"Association between Epstein‐Barr‐Virus reactivation and development of Long‐COVID fatigue"
pmc.ncbi.nlm.nih.gov
SARS‐CoV‐2 RNA was detectable neither in throat washing nor stool in any of the study participants by real‐time RT‐PCR. SARS‐CoV‐2 antibody titres (IgA and IgG) did not differ between the cohorts (Figure S1) ... EBV real‐time PCR was negative in all blood or stool samples. However, EBV DNA was detected in throat washings in 15/30 (50%) of Long‐COVID patients while only in 4/20 (20%) of non‐Long‐COVID patients who had recovered from their SARS‐CoV‐2 infection (p = .0411). EBV load levels were not significantly different between the two cohorts in EBV‐specific real‐time PCR positive samples (Figure 1). All patients of both groups, except one patient in the fully convalescent COVID‐19 group (SARS‐CoV‐2 – LC), had past EBV infections, as confirmed by EBV IgG seropositive and IgM seronegative status at the time of investigation, thus, the EBV replication observed was due to EBV reactivation rather than primary infection. EBV specific antibody titres as assessed by microarray in blood were not different between the groups (Figure S2).
There seems to be a flaw in this logic.
You cannot rule out EBV reinfection with
this evidence.
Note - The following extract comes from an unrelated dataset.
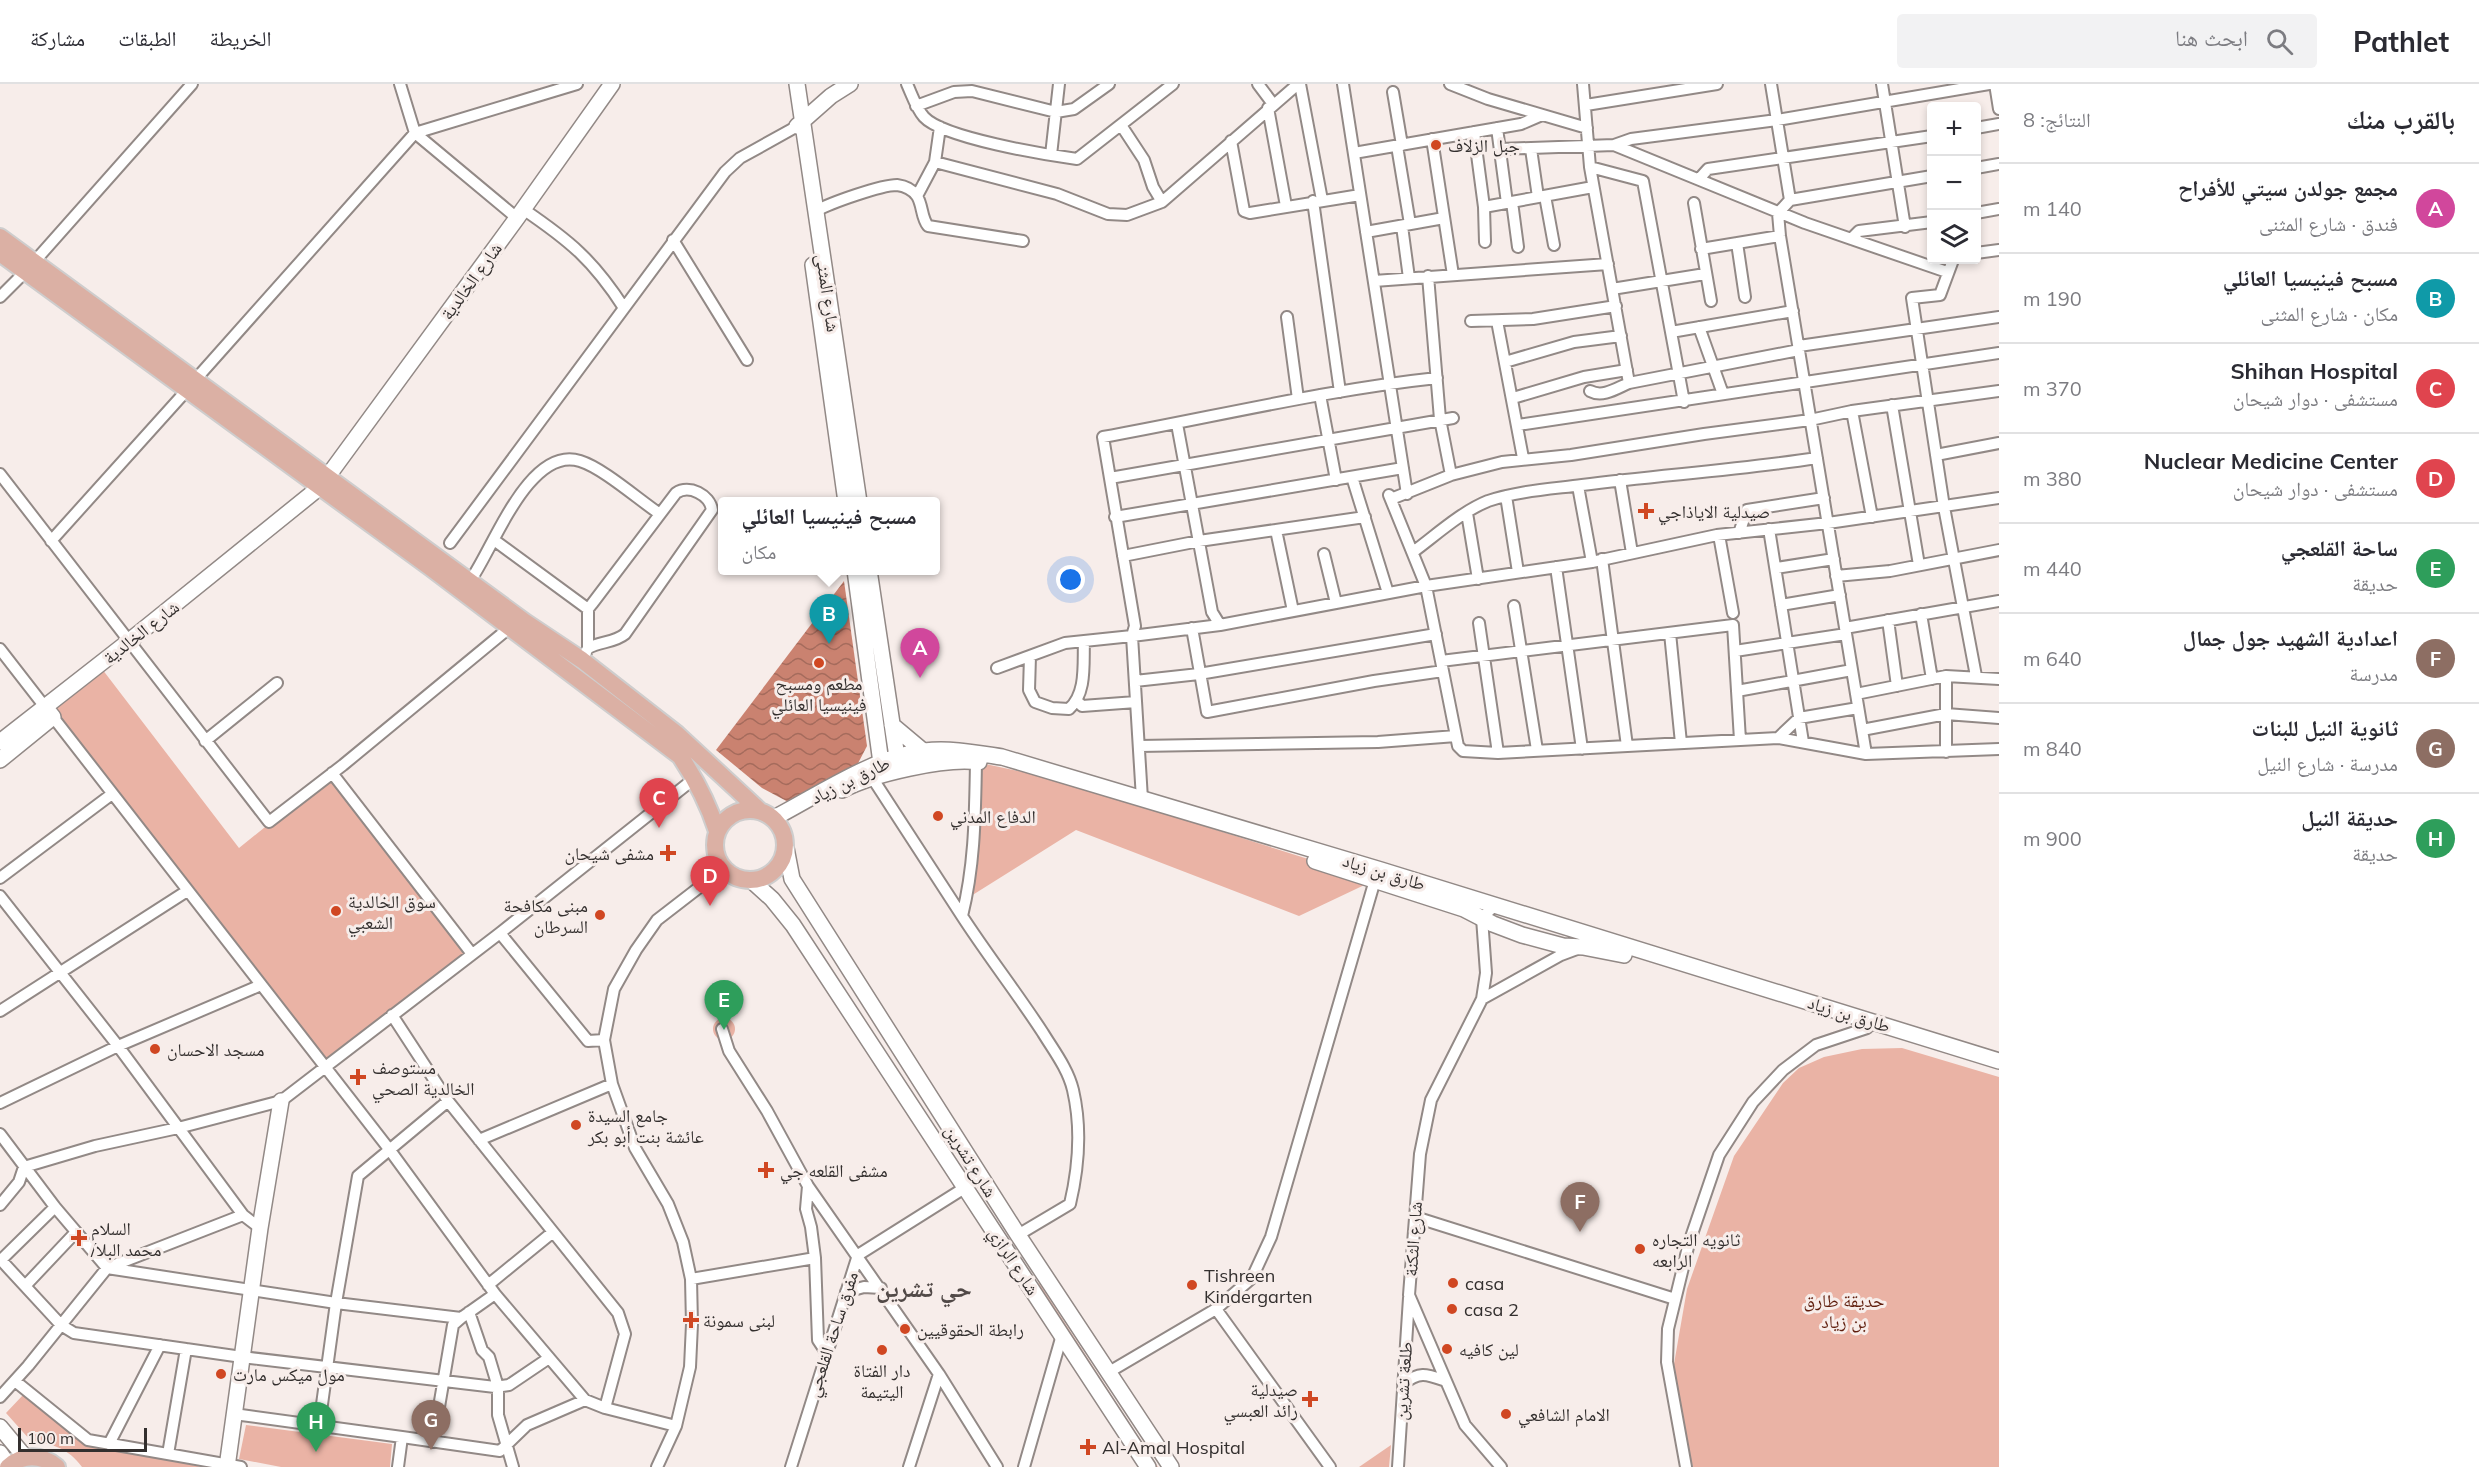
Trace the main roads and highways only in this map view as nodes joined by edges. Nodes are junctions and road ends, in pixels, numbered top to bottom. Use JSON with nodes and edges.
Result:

So the premise that this is proof of reactivation is not watertight, likely maybe but conclusive, I don't think so.
Secondly the literature suggests EBV reactivation is a complex phenomenon. EBV is reported to reactivate in a lytic phase which produces and spreads virus by using up and killing the cell. However it can apparently persist in at least four different types of latent phase with varying degrees of viral protein synthesis.
The paper discusses
EBV load levels suggesting no significant difference in load between positive samples in both cohorts, which presumably is a measure intended to distinguish different modes of EBV DNA release such as apoptosis of cells carrying latent infection from lytic reactivation, it does not quantitatively identify these modes but seems to show the 20% of covid recovered patients with EBV had the same EBV production process as the 50% of longcovid patients, whichever it was.
This suggests EBV does not cause longcovid, otherwise the 20% recovered with EBV would not be recovered. It suggests EBV might be reproducing more often in people with longcovid.
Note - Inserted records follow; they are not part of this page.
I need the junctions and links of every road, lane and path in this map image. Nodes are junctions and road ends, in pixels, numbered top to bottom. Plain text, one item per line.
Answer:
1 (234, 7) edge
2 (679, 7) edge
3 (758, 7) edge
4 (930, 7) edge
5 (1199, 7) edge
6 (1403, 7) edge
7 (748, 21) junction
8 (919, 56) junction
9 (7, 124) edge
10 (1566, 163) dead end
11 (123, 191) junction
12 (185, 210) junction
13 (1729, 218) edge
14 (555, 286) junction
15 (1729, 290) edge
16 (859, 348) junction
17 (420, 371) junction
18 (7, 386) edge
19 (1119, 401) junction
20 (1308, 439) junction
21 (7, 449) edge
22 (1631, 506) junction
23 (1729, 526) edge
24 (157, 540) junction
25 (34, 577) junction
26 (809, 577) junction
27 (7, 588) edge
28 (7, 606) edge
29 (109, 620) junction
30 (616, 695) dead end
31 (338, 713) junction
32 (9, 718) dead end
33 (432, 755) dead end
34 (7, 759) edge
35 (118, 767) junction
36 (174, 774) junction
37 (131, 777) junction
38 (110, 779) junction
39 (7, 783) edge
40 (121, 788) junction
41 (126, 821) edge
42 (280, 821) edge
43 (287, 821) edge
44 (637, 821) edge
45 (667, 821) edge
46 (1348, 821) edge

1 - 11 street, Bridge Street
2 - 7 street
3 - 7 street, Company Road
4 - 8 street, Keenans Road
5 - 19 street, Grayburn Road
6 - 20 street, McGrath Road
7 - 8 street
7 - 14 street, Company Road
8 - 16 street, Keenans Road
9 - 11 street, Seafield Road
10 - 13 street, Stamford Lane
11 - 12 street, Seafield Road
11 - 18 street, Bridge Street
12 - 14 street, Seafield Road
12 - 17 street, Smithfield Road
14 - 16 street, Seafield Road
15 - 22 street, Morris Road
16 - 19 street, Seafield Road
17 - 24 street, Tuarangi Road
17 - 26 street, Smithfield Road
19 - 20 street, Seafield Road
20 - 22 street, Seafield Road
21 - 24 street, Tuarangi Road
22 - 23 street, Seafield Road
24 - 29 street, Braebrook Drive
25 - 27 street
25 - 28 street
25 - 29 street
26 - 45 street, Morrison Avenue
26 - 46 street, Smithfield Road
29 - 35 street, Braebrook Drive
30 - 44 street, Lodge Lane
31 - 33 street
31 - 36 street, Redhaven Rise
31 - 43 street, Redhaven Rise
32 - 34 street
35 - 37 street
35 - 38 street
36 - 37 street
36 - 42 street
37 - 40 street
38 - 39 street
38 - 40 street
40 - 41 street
This is correctly termed an association and to my mind looks like a sign of something wrong in longcovid patients triggering either opportunist EBV lytic reactivation or apoptosis of cells with latent EBV infections but not direct evidence EBV is the cause of longcovid.
Does that make sense? Honestly I found it a bit confusing but interesting, given my own experience of various recurring viruses.